「シナぷしゅ」の話
こんにちは。一人称です。
なかなか美術館に行けない生活が続いています、というか、美術館は門扉を開いているのでしょうが、美術館に行くことに踏ん切りをつけられません。電車に乗って外出はするのですが、美術館や食事など室内でのイベントには気が乗らず、街を歩くことでひたすらフラストレーションを溶かしています。
しかし暑い。結果家にこもることになります。実家にいるとYoutubeや映画だけではなくテレビもついていることがあるのですが、帰ってきて初めて知ったテレビ番組で、唯一好きだな〜と思ったのが、「シナぷしゅ」です。
かわいい。テレビ東京が0歳〜2歳向けに作っている知育番組で、平日毎日朝と夕方にやっています。夕方のしか見たことありません。
全体的に音ハメと色のビビッドさが気持ちいい。「シナぷしゅ」というタイトルからして良い。キャラクターが円や動物などの特定の形を持つのではなく不定形なのも良い。

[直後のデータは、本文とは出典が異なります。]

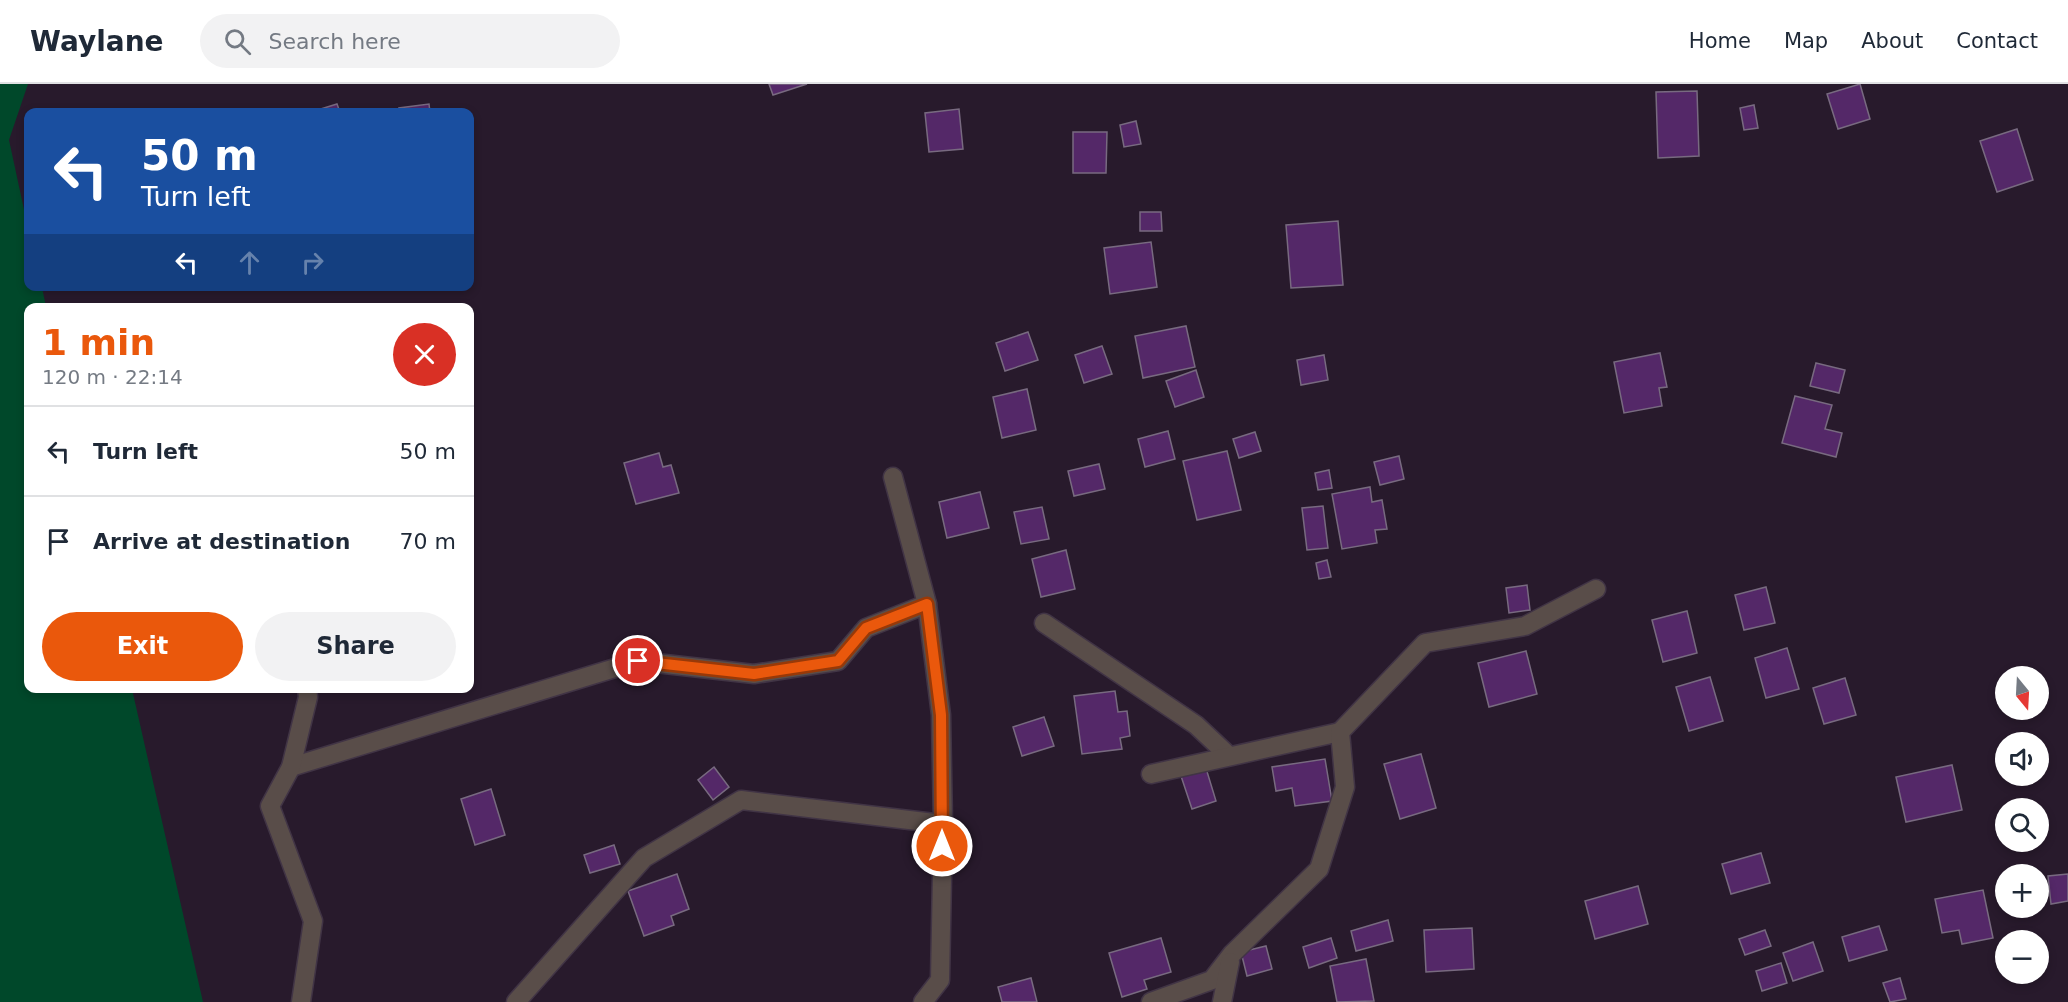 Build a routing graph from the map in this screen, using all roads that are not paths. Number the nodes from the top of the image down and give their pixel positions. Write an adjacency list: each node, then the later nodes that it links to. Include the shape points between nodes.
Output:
1 (893, 477): 3 (street)
2 (1596, 589): 6 (street, via 1524,626 1425,643)
3 (927, 604): 8 (street, via 866,628 838,661 754,674 638,661); 10 (street, via 941,715)
4 (1044, 623): 7 (street, via 1196,725)
5 (308, 693): 8 (street)
6 (1340, 732): 7 (street); 11 (street, via 1345,787 1319,869)
7 (1229, 756): 9 (street)
8 (291, 767): 12 (street, via 270,806 313,921)
9 (1151, 774)
10 (943, 824): 13 (street, via 741,801 644,858); 14 (street, via 940,980)
11 (1232, 954): 15 (street, via 1212,980); 16 (street)
12 (301, 1002)
13 (516, 1002)
14 (923, 1002)
15 (1151, 1002)
16 (1222, 1002)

ふつうに見てて楽しいので、わたし0歳児かもしれない。
人に解説できるほど見てるわけでもないので、見てこの面白さを体験してくださいとしか言えませんが、なんだろうな、「同じ立場感」がすごくて、見ていて安心できます。赤ちゃんの気持ちになれる、赤ちゃんが見ている世界ってこんな感じなのかもな、と言ったら手のひらの上で転がされている感じでちょっとアレですが、もし私に子どもがいたら、一緒に見て、踊ったり歌ったりしてる我が子を動画に撮りたい。

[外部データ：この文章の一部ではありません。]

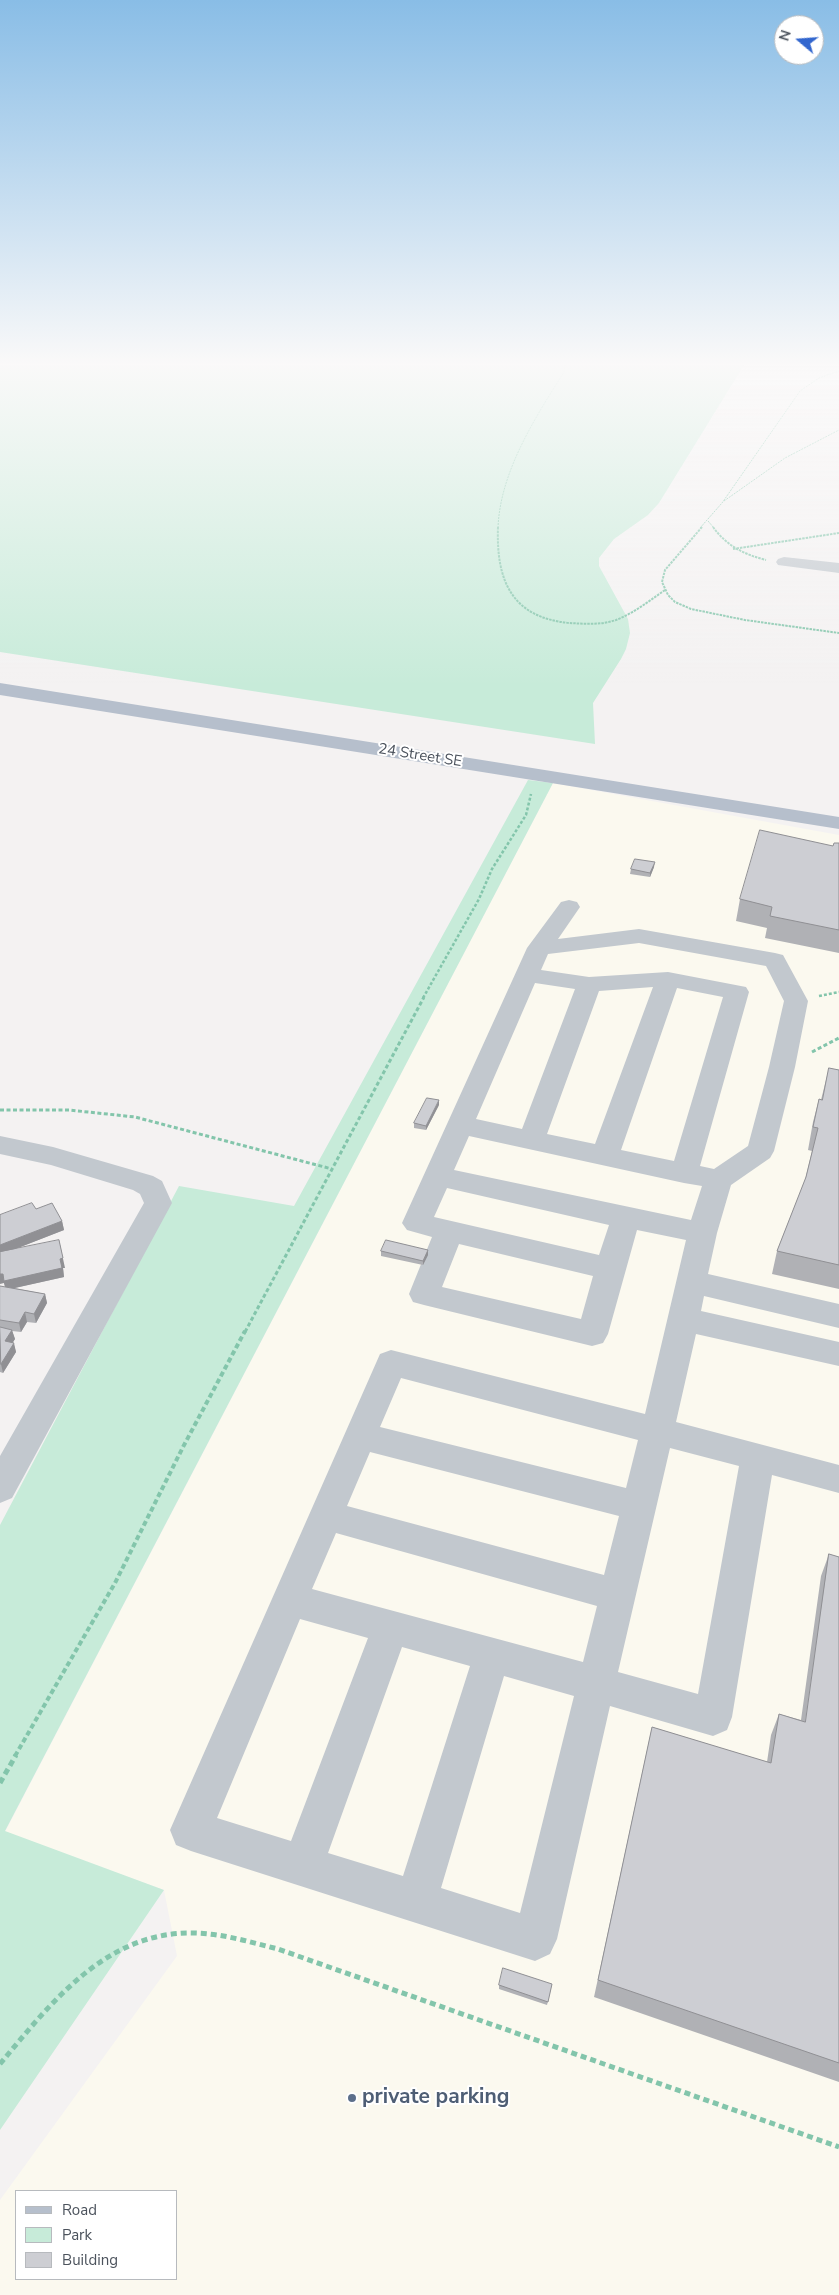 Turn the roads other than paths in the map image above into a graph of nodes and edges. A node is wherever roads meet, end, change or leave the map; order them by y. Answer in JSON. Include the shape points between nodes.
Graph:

たぶん、NHKの知育番組と比べると、歴史もノウハウもないし、予算もないんですよね。だけど、だからこそ新しいし、身近だし、令和の知育番組という感じなんですわよ。「東京大学赤ちゃんラボ」が監修していることからもわかるように、きっと均整に設えられているんだけれども温かいというか、すげえいいクリエイティブだなと。NHKの知育番組でもなく、熟練の保育士の読み聞かせでもなく、両親からの読み聞かせ。遊園地でもなく、子ども向けのボールプールでもなく、木のおもちゃ。子どもの頭を上から撫でるのではなく、実際に今を生きる子どもと同じ方向を向いている、そんな感じがします。(個人的には、最初と最後に子どもたちが出てくるところだけNHKっぽくてなんかな、、、という感じ)(別にNHKそのものが嫌いなわけではなく、NHKの知育番組と比べるとシナぷしゅのほうが好きだという話)(家族と話しててそういえばと思いましたが、NHKも「オドモTV」はおもしろいですね)

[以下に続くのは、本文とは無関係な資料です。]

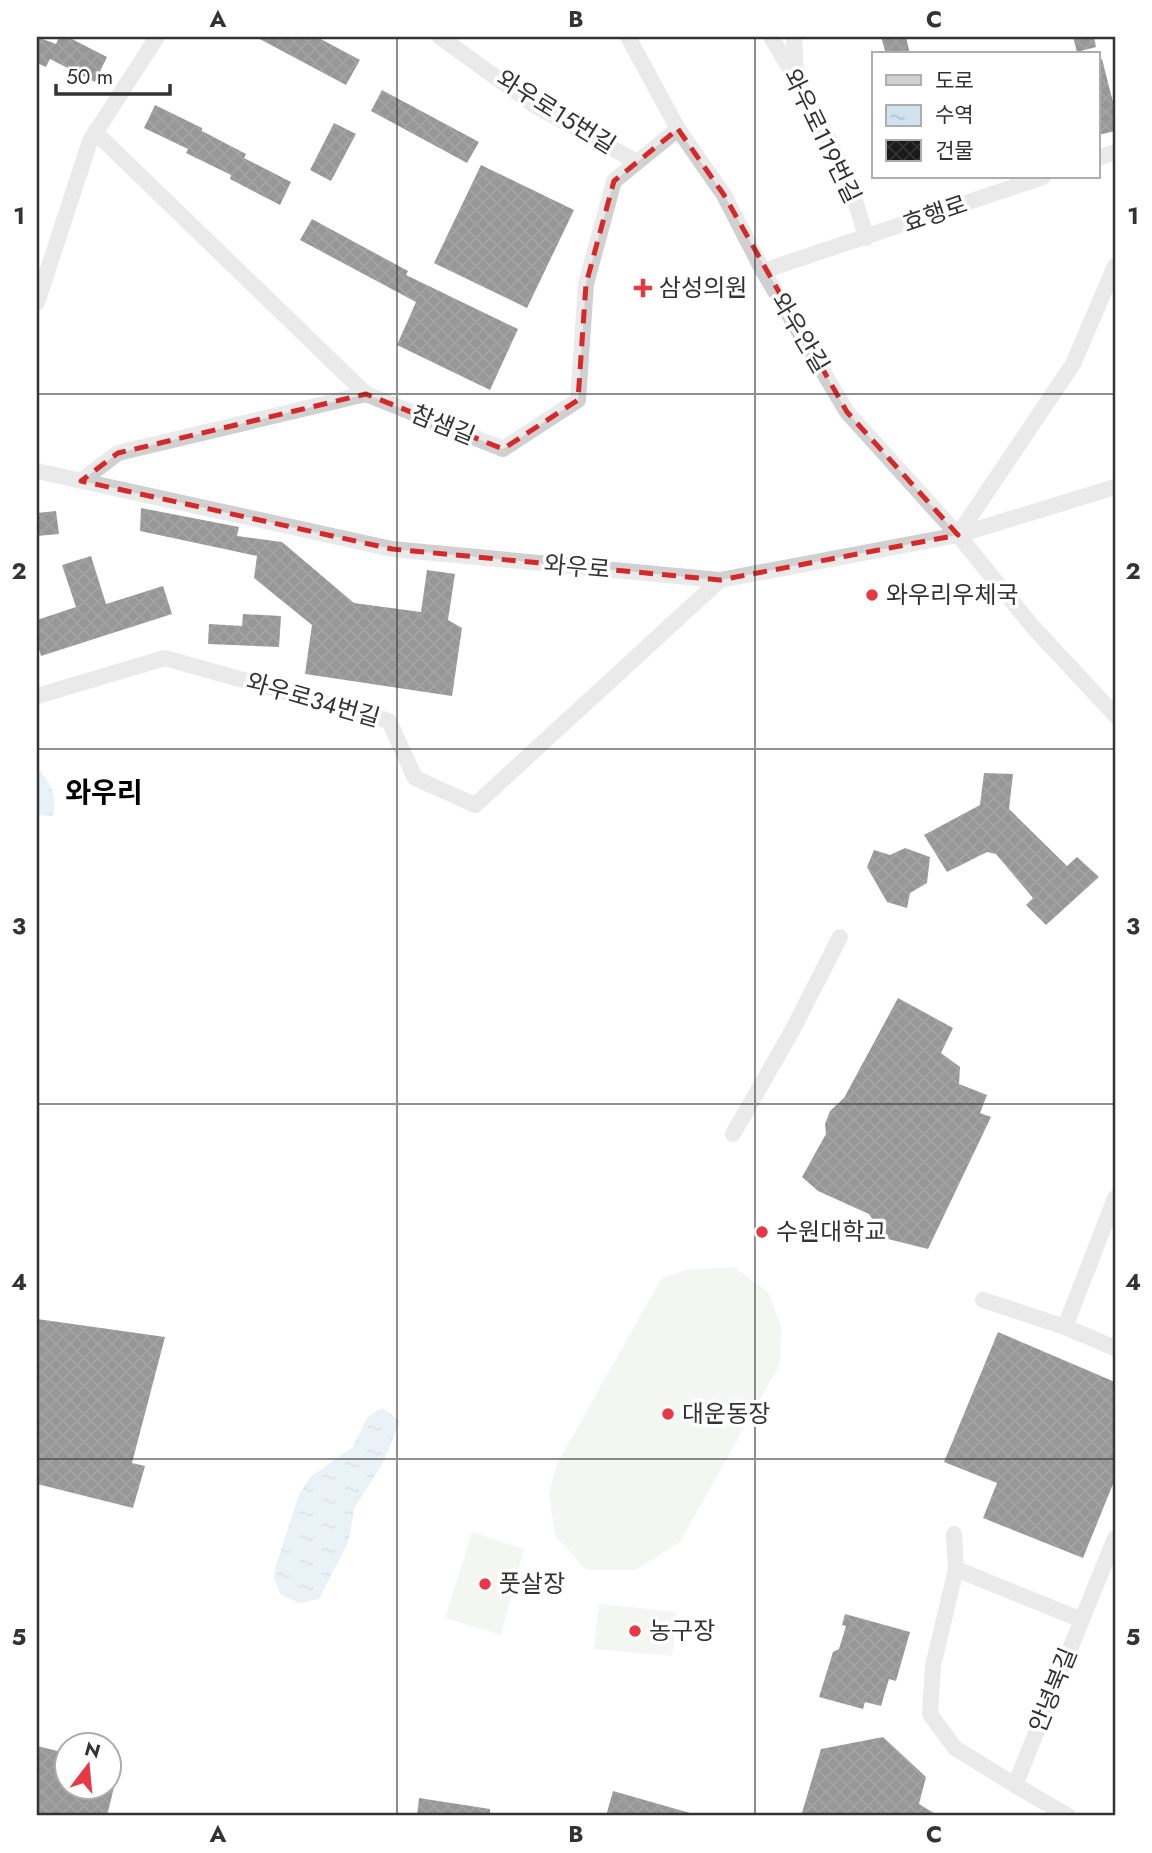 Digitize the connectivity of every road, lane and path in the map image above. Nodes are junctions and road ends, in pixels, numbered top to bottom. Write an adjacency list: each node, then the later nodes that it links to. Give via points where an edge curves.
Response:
1 (158, 37): 8 (street)
2 (440, 37): 9 (street, 와우로15번길, via 534,105)
3 (628, 37): 7 (street, 와우안길)
4 (771, 37): 6 (street, 와우로119번길)
5 (794, 37): 6 (street)
6 (796, 79): 11 (street, 와우로119번길, via 838,162)
7 (678, 129): 9 (street, 참샘길); 13 (street, 와우안길, via 724,195)
8 (95, 132): 14 (street); 15 (street, 참샘길)
9 (637, 162): 15 (street, 참샘길, via 614,181 586,284 578,400 503,449)
10 (1040, 178): 11 (street, 효행로)
11 (866, 238): 13 (street, 효행로)
12 (1115, 266): 19 (street, via 1073,364)
13 (763, 271): 19 (street, 와우안길, via 847,412)
14 (37, 298)
15 (366, 394): 17 (street, via 118,453)
16 (37, 471): 17 (street, 와우로)
17 (81, 481): 20 (street, 와우로, via 392,549)
18 (1115, 486): 19 (street, 와우로)
19 (958, 535): 20 (street, 와우로); 22 (street, 와우안길, via 1033,628)
20 (720, 580): 21 (street, 와우로34번길, via 475,804 415,778 389,721 165,658)
21 (37, 696)
22 (1115, 715)
23 (840, 937): 24 (street)
24 (733, 1134)
25 (1115, 1198): 27 (street)
26 (983, 1300): 27 (street)
27 (1065, 1327): 28 (street)
28 (1115, 1348)
29 (954, 1534): 31 (street)
30 (1115, 1538): 32 (street, 안녕북길)
31 (956, 1569): 32 (street); 33 (street, via 933,1666 930,1714 955,1748)
32 (1082, 1620): 33 (street, 안녕북길)
33 (1015, 1785): 34 (street)
34 (1068, 1816)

というか、めっちゃあざといなというか、指人形の猫ぜんぜんかわいくないし、英語のアニメ素人くさいし、唐突にイワシを三枚下ろしするし、かわいいうさぎがセミでDJしだすし、まじでわかんないんですよ。ゆるふわにまとめ上げられた果てしないカオス。5分15秒くらいから始まるヒップホップの童謡(え?)も超いい。赤ちゃんよりもサブカル人間にウケるかもしれない(?)。もしくは、そういうサブカル人間が親になってきているということなのかもしれませんね、こわいな。
noteもやっていてやはりあざとい。
個人的には、このあざとさが安心感にやや繋がっているということがあるような気がします。子どものクリエイティビティそのものは信じていますが、実際に子どもが描いた絵が好きかというと(少なくとも今の時点では)あんまり好きじゃなくて、子どもの粗暴さ、危なっかしさがこわい。なので、こうしてデザインされた「子どもらしさ」はそのクリエイティビティだけを掬い取ることができ、笑顔で見ていられる。実際に子どもを育てたらまた変わるのだと思いますが、というかそこも含めて責任を追わなきゃいけなくなるのでしょうが、どうだろうな…。
実家にいると、いくつになっても(21歳ですが)「子ども」なんだなということを感じます。家族というシステマティックな単位が自然と内在化され、個人の境界が薄れます(ノックせずに部屋に入ってくるなという話である)。昔のハードディスクを整理して、小さい頃の私や弟の動画を久々に見ました。画像はその時出てきた桃をもぐ私です。叫んだり、走ったり、やっぱり子どもって何するかわかんないんですよね。でもそれが面白いし、なによりそれが十数年前には自分、ないしは目の前にいる弟(私より背が高い)だったわけです。大人になった私もなんとか子どもの目線、子どもの感覚を取り戻してみたい。そんな無謀な思いを、(美術館に行く代わりに?)今は「シナぷしゅ」で味わいたいなと、そう思っています。それでは。